Exercise data
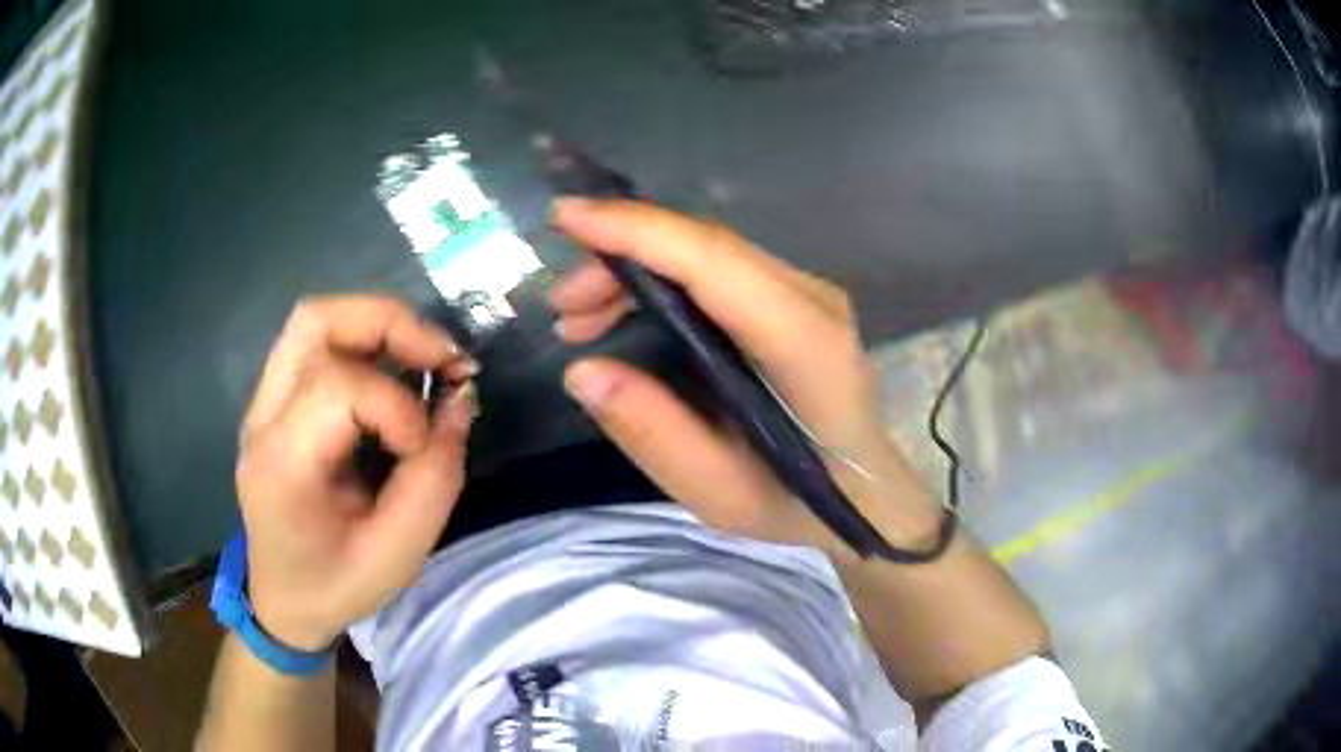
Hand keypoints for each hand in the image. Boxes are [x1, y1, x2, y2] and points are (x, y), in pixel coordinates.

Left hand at [235, 296, 477, 650]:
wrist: (281, 601)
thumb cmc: (334, 587)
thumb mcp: (397, 556)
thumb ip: (434, 480)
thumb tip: (459, 401)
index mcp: (282, 463)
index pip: (338, 388)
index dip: (398, 407)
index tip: (423, 448)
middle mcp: (262, 417)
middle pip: (317, 321)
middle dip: (391, 325)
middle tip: (443, 358)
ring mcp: (263, 402)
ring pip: (316, 319)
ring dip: (379, 325)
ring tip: (424, 358)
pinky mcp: (276, 401)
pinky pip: (318, 343)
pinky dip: (365, 343)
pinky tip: (394, 375)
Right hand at [548, 198, 940, 556]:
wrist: (866, 495)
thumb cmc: (798, 503)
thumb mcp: (718, 493)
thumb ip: (654, 432)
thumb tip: (582, 369)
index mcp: (804, 345)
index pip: (714, 261)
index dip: (638, 230)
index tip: (566, 217)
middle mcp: (812, 300)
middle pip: (706, 248)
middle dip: (621, 254)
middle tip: (562, 305)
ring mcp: (809, 294)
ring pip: (708, 253)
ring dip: (637, 269)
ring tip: (580, 319)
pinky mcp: (796, 301)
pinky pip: (718, 271)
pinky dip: (662, 281)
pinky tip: (625, 315)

Task directions
Return only the lines of the records in which the string "hand" appears.

Solution to this task
Hand keypoints for each hand in the image. Boxes are [x1, y1, x2, y2] and points are (x, y), in pixel coordinates.
Left hand at [235, 296, 477, 650]:
Right hand at [548, 198, 940, 556]:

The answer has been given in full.